Optics researchers at Lawrence Livermore National Laboratory (LLNL) have refined their novel metasurface process to create taller features without increasing feature-to-feature spacing, an advance that unlocks exciting new design possibilities.
“We have refined our process to create metasurfaces that allow for a wide optical bandwidth and a large span of incidence angles for an antireflection layer,” said LLNL research scientist Eyal Feigenbaum, the principal investigator. “We can now cover bandwidth range all the way from the ultraviolet to wavelengths larger than 2 microns, which is extraordinary. That wasn’t possible with the existing technology.”
The result is reported in a new paper, “All-Glass Metasurfaces for Ultra-Broadband and Large Acceptance Angle Antireflectivity: from Ultraviolet to Mid-Infrared.” It will be the cover story for the December 2023 issue of Advanced Optical Materials.
Metasurface is an approach to optics design in which the surface of a material is carefully altered, creating an ultrathin “metasurface” with properties that differ from those within the bulk of the material by introducing features smaller than the optical wavelength. Feigenbaum’s team have been developing a scalable process for engraving metasurfaces into fused silica glass, part of a Laboratory Directed Research and Development project ending this year.

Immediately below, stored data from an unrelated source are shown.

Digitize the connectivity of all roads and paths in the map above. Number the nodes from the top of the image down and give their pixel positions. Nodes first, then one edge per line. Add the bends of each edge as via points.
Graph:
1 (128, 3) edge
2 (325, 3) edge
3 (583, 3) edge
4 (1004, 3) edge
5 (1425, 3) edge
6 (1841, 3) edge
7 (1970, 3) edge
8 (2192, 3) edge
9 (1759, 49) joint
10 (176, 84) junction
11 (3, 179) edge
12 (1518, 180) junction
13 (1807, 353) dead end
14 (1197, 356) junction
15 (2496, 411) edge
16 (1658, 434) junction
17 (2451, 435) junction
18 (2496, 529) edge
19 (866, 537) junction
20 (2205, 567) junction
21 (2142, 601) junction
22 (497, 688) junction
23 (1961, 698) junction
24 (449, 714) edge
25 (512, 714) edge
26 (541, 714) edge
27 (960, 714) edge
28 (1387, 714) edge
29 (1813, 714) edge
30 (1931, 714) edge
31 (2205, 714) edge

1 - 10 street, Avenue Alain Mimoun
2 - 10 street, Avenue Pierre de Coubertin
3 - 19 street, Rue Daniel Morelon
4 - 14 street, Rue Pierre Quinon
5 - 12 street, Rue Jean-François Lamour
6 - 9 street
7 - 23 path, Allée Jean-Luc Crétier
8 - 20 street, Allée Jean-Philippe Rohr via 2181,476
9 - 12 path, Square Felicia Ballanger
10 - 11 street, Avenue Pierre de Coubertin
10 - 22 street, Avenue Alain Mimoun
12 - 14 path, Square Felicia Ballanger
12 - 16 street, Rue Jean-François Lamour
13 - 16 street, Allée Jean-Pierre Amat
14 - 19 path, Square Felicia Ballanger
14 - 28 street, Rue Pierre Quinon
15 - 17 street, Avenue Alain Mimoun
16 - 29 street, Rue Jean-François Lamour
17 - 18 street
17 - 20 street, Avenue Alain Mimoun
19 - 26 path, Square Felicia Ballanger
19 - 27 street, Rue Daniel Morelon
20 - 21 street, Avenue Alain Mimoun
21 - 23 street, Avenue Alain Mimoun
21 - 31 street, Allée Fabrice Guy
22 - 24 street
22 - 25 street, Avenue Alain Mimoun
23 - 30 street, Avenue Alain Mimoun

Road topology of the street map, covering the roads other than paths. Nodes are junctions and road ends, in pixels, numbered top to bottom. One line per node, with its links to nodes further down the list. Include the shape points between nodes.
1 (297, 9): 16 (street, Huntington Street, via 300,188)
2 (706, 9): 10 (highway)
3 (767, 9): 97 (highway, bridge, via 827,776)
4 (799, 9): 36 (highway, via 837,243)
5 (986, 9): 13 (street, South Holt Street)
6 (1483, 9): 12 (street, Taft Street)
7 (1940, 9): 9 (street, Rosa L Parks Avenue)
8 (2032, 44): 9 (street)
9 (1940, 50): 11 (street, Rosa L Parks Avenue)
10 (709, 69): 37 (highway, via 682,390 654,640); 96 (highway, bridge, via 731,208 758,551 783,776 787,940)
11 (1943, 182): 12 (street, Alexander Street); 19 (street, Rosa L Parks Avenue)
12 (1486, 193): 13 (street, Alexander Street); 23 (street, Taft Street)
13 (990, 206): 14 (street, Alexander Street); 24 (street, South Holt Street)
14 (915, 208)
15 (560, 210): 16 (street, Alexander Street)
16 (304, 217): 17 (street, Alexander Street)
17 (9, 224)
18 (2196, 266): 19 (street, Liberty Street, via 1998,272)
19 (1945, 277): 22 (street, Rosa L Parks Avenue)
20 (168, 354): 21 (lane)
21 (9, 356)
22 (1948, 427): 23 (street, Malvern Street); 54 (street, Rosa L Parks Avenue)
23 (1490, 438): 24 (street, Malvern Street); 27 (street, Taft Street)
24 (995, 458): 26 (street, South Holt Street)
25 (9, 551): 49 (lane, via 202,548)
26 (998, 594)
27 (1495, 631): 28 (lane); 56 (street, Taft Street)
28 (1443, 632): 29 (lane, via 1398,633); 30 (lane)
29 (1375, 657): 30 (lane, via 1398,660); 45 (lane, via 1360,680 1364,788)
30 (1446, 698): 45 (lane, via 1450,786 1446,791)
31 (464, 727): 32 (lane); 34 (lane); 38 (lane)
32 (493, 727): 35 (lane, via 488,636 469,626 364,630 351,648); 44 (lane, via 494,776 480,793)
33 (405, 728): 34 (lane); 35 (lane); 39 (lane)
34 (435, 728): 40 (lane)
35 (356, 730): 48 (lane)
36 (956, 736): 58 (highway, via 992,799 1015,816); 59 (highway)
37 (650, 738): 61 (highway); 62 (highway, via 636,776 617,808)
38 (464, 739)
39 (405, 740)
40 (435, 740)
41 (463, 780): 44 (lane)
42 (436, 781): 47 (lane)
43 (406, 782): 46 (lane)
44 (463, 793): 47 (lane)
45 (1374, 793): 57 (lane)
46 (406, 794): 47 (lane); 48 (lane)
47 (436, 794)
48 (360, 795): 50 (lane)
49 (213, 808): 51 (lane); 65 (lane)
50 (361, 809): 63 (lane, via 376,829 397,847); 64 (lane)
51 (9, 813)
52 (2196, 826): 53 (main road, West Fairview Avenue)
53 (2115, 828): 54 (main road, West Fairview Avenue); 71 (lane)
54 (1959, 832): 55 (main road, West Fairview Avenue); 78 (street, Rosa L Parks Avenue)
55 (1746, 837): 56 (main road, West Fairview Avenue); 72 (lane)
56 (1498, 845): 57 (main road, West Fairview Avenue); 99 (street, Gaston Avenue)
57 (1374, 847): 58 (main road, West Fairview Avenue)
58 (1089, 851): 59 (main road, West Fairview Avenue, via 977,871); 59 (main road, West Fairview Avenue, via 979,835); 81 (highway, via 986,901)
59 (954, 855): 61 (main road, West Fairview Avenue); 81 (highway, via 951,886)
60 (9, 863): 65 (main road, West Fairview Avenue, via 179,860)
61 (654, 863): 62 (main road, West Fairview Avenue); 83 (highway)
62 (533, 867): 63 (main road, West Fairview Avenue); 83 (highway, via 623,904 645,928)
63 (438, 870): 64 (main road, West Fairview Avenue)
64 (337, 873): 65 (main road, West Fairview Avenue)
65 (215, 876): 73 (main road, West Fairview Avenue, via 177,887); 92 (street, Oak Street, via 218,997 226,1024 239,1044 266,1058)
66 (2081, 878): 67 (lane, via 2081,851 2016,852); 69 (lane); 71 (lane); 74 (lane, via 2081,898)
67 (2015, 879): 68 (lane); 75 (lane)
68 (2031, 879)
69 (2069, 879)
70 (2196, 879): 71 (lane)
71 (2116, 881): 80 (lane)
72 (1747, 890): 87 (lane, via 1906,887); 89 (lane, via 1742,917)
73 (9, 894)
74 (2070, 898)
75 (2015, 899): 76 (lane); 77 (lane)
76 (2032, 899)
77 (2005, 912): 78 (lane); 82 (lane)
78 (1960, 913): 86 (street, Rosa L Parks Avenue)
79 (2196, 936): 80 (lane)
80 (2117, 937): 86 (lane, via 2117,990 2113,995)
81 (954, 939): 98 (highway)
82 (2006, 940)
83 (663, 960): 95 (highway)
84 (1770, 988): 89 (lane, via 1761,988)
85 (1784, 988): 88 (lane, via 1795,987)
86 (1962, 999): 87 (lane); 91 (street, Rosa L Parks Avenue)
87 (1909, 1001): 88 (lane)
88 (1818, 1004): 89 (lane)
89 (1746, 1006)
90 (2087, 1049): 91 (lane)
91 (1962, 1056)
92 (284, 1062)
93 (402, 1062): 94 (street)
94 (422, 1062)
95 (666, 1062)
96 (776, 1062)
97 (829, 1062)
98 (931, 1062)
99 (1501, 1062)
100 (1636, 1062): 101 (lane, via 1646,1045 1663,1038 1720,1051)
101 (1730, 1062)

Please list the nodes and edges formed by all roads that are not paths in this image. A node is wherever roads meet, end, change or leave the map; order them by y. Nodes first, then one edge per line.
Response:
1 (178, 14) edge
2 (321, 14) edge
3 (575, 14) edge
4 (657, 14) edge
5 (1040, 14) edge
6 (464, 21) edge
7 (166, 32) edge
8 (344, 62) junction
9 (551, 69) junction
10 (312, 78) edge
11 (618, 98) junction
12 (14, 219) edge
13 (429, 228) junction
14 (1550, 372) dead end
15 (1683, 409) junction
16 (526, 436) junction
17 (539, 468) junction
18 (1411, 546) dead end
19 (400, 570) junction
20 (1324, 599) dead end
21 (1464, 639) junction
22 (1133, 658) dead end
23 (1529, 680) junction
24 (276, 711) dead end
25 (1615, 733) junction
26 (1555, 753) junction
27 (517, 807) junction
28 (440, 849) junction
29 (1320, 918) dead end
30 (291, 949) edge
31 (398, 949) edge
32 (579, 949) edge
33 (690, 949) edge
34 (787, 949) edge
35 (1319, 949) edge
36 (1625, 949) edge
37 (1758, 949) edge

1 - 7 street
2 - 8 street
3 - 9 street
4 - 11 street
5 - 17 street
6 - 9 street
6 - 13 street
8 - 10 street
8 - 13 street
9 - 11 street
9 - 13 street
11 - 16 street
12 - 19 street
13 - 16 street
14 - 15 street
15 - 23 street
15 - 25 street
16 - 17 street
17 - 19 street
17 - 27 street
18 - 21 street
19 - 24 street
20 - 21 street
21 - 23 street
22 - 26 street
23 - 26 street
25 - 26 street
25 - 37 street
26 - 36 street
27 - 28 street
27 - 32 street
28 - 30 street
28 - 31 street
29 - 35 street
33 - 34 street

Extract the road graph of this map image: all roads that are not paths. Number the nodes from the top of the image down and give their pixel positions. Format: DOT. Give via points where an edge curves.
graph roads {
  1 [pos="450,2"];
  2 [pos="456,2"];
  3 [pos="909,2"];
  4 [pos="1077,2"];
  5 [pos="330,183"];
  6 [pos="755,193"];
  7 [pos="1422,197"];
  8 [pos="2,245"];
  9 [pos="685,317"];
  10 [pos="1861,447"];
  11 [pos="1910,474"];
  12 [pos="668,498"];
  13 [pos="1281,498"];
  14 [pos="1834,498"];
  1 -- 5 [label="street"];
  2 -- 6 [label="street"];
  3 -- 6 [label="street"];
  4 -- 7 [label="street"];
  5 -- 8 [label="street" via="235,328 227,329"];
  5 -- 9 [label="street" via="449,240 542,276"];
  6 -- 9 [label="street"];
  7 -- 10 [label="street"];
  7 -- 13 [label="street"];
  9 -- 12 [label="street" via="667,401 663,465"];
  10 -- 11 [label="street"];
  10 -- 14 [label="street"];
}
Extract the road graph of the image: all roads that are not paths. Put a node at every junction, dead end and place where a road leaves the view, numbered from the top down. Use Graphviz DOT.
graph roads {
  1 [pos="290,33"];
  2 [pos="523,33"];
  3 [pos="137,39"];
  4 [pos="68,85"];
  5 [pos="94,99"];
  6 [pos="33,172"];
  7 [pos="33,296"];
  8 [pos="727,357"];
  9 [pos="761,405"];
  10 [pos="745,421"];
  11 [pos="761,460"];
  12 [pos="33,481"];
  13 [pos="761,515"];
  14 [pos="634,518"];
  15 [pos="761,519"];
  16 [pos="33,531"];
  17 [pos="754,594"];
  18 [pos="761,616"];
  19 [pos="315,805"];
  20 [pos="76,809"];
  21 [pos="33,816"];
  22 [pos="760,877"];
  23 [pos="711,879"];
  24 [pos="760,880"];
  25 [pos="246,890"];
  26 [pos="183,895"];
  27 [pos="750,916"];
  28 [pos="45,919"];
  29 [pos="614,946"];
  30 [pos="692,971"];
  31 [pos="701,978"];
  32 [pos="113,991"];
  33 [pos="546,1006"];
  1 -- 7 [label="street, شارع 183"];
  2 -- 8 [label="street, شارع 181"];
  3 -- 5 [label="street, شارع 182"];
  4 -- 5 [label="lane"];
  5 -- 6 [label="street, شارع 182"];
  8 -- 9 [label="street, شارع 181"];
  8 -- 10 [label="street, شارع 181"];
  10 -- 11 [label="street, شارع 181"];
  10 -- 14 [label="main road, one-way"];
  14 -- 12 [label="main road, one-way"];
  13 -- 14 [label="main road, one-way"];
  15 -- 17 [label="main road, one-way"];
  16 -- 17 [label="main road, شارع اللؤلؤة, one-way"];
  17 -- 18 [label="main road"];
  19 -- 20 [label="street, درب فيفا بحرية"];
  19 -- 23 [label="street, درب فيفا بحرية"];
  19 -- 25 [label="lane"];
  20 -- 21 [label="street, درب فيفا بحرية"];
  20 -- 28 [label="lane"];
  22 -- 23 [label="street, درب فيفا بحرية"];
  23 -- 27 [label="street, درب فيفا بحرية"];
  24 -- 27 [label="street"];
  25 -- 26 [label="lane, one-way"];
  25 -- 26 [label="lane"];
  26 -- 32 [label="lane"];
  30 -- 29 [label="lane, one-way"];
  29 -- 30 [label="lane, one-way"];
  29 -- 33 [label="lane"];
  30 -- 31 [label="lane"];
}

The LLNL method seeks to replace the need for broadband anti-reflective (AR) coatings with a metasurface that is monolithic to the optic — essentially becoming a seamless part of the optic — to enhance its endurance and stability. Furthermore, the team has presented and continues developing different alterations of this method for implementing sub-micron thick optical elements, such as lenses, and polarization altering waveplates.
For the National Ignition Facility (NIF) and other advanced laser systems, such metasurface optics could be transformative, replacing multiple optics with a single, more robust, slimmer optic.
Their four-step process, consisting of ultrathin metal film deposition, dewetting, etching and mask removal, results in an all-glass metasurface. While relatively simple, the process provides substantial tunability and control over metasurface features. Their most recent advances came from two significant changes to their process: changing the deposition material from gold to platinum, and advancing the dewetting mask technology.
“This is what allowed us to etch deep features while maintaining the same feature spacing,” said LLNL staff research scientist Nathan Ray, the lead author of this study.
The challenge in producing a metasurface that operates over a broad band of wavelengths is manufacturing a feature height-to-width aspect ratio that is large enough. For that purpose, the nanofeatures’ widths and spacing must be made smaller than the shortest wavelength, while the depth of the nanofeatures must be close to half of the longest wavelength in the band of operation.
The team invented a technique they call “seeded dewetting,” which allows increasing the mask nanoparticle height while maintaining the inter-particle spacing. For the metasurface to function as an AR, the inter-particle spacing must be substantially smaller than the light wavelength, yet the height of the mask nanoparticle determines how tall the metasurface features can be made.
Traditional dewetting has a limited design space, since an increase in the nanoparticle height goes hand-in-hand with an increase in the inter-particle spacing. The researchers found that seeded dewetting, or subsequent depositions and dewetting of ultrathin metal film on top of preexisting nanoparticle “seeds,” maintains the original inter-particle spacing while each step steadily increases the height due to metal accumulation around the initial nanoparticle seeds.
Using this advanced mask technology, they were able to create metasurfaces with nanoscale all-glass metasurface features with height-to-width ratio as large as about 14, where the mean base diameter of the cone-like features is 62 nanometers. They demonstrated this metasurface on both sides of a 2-inch-diameter fused silica window.
The AR performance of such an optic is capable of eliminating reflected light over unprecedented wavelength ranges covering ultraviolet, visible, and infrared, both P- and S-polarizations, and a broad range of acceptance angles. Such optics could enhance the efficiency of light delivered through protective windows of photovoltaic cells, the throughput of multiharmonic lasers, and laser systems that combine beams from different angles or that dynamically vary the beam direction over large angular spans.
“This technology could be transformative for solar-cell windows,” explains Ray. “Using current AR technologies on protective window coverings for solar cells, the efficiency of the AR coating depends on the angle it makes with the sun and the wavelength of the incident light, and is polarization dependent. The metasurface optic we demonstrated works for a wide range of angles — so there is no need to move the cell — handles both polarizations, and demonstrates near-negligible reflection over the entire solar spectrum.”
Metasurface optics using this technology could enable a broader design space for the variety of lasers developed for and operated at LLNL, with monolithic antireflective coatings also providing robustness and endurance for use with high-powered lasers.
The researchers are now working to tailor the AR to specific applications, apply the methodology to substrates beyond the fused silica glass used to make many of NIF’s optics, and increase the scale. Two inches is large in the world of optics, but quite small in comparison to those found in NIF.
Co-authors on the paper included Feigenbaum, Ray, and fellow LLNL scientists Jae-Hyuck (Jake) Yoo and Hoang T. Nguyen.